The Company used the net proceeds from the Offering, together with cash on hand, to prepay approximately $1.3 billion of the Company’s existing $2.2 billion senior secured U.S. dollar tranche B term loan (the “Existing USD Tranche B Term Loan” and such prepayment, the “USD Tranche B Term Loan Prepayment”).
Indenture and the Notes
On February 4, 2026, the Company and the Guarantors entered into an indenture (the “Indenture”) with respect to the Notes with U.S. Bank Trust Company, National Association, as trustee (the “Trustee”).
Interest and Maturity
Under the Indenture, the Notes bear interest at a rate of 4.250% per annum, with interest payable semiannually in arrears on February 15 and August 15 of each year, beginning on August 15, 2026. The Notes will mature on February 15, 2034, unless earlier redeemed or repurchased in accordance with their terms.
Guarantees
The Notes are unconditionally guaranteed, on a senior unsecured basis, jointly and severally, by the Company’s existing and future subsidiaries that guarantee the Company’s senior credit facilities or are required to become guarantors under certain circumstances and subject to certain exceptions (the “Guarantors”).
Ranking
The Notes and the guarantees are general senior unsecured obligations of the Company and the Guarantors. The Notes and guarantees will be:
| • | pari passu in right of payment with any of the Company’s and the Guarantors’ existing and future unsubordinated indebtedness (including the Company’s senior credit facilities); |
| • | effectively subordinated to the Company’s and the Guarantors’ existing and future secured indebtedness (including the Company’s senior credit facilities) to the extent of the value of the assets securing such indebtedness; |
| • | senior in right of payment to any of the Company’s and the Guarantors’ future subordinated indebtedness; |
| • | structurally senior to any existing and future indebtedness of the Company’s that is not guaranteed by the Guarantors (including the Company’s convertible notes due 2030); and |
| • | structurally subordinated to any existing and future indebtedness and other liabilities of the Company’s and the Guarantors’ subsidiaries that are not and do not become Guarantors. |
Optional Redemption
At any time prior to February 15, 2029, the Company may redeem the Notes in whole or in part at a redemption price equal to 100% of their principal amount, plus a make-whole premium, plus accrued and unpaid interest, if any, and additional amounts, if any, to, but excluding, the redemption date.

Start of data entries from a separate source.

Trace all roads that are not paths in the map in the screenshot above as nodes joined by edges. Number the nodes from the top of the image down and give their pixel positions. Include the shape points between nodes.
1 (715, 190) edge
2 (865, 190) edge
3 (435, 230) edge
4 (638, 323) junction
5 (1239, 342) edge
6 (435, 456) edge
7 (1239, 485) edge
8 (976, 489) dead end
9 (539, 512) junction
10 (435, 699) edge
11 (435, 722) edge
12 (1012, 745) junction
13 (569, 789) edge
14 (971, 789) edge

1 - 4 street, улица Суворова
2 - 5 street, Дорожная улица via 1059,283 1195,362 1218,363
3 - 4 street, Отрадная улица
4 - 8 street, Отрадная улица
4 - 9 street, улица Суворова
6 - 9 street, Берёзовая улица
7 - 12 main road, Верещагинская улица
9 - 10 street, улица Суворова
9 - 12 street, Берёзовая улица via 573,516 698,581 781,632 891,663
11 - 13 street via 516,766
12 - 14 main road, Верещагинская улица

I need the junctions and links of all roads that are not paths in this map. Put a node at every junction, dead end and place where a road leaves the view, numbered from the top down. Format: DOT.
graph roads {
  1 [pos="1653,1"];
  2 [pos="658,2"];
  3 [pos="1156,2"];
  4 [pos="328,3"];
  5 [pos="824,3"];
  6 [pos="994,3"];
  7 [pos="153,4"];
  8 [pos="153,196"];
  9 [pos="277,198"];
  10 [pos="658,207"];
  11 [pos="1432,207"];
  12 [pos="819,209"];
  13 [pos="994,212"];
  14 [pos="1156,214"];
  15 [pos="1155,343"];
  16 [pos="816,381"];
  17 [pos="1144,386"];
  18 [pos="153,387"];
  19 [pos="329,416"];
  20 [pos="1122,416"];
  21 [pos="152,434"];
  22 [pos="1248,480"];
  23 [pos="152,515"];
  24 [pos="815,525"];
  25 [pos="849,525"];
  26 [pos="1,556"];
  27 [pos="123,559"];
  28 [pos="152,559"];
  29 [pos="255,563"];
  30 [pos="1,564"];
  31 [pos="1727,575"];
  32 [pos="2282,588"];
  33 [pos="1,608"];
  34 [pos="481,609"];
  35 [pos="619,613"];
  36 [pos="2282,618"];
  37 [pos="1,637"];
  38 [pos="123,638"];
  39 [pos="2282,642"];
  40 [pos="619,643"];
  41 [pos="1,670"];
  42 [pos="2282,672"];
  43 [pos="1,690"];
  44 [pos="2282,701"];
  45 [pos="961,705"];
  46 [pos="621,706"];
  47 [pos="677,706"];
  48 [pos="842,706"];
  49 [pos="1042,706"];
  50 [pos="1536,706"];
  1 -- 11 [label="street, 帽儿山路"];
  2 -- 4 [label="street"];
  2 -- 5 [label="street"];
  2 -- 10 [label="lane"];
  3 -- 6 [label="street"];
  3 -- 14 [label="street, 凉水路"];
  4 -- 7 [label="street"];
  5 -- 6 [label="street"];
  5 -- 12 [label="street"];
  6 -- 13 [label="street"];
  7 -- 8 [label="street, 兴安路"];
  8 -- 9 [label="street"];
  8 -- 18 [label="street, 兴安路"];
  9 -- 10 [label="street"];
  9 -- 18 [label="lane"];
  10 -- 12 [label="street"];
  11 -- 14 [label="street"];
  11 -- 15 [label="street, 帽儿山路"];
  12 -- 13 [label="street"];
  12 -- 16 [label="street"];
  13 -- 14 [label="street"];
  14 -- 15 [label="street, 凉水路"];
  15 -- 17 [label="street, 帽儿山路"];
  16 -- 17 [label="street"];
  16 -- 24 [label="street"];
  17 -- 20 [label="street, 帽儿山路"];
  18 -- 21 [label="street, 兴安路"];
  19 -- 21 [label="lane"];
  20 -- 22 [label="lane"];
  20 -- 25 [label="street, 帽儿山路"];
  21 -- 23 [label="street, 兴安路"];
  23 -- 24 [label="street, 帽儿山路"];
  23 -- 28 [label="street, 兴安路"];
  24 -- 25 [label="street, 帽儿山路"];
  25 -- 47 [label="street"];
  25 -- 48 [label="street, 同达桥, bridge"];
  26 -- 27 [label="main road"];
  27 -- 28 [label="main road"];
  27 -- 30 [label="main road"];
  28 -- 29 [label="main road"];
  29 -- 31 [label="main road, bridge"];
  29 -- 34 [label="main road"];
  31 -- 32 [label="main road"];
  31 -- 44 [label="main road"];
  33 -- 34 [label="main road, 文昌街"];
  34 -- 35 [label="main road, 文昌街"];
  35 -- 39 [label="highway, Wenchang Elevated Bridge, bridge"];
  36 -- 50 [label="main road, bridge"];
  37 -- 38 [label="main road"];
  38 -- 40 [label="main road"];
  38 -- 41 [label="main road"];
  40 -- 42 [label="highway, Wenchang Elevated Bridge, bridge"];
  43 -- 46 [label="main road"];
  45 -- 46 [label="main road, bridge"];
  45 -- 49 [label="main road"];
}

At any time and from time to time on or after February 15, 2029, the Company may redeem for cash all or any portion of the Notes at a redemption price equal to the percentage of principal amount set forth below, plus accrued and unpaid interest, if any, and additional amounts, if any, to, but excluding, the applicable redemption date, if redeemed during the twelve-month period beginning on February 15 of the year indicated below:
| Year | Percentage | |||
| 2029 |
102.125 | % | ||
| 2030 |
101.0625 | % | ||
| 2031 and thereafter |
100.000 | % | ||
At any time and from time to time prior to February 15, 2029, the Company may redeem up to 40% of the original aggregate principal amount of the Notes using the net cash proceeds of certain equity offerings at a redemption price equal to 104.250%.
In the event of certain developments affecting taxation, the Company may elect to redeem all, but not less than all, of the Notes at 100% of their principal amount, plus accrued and unpaid interest, if any, and additional amounts, if any, to, but excluding, the date fixed for redemption.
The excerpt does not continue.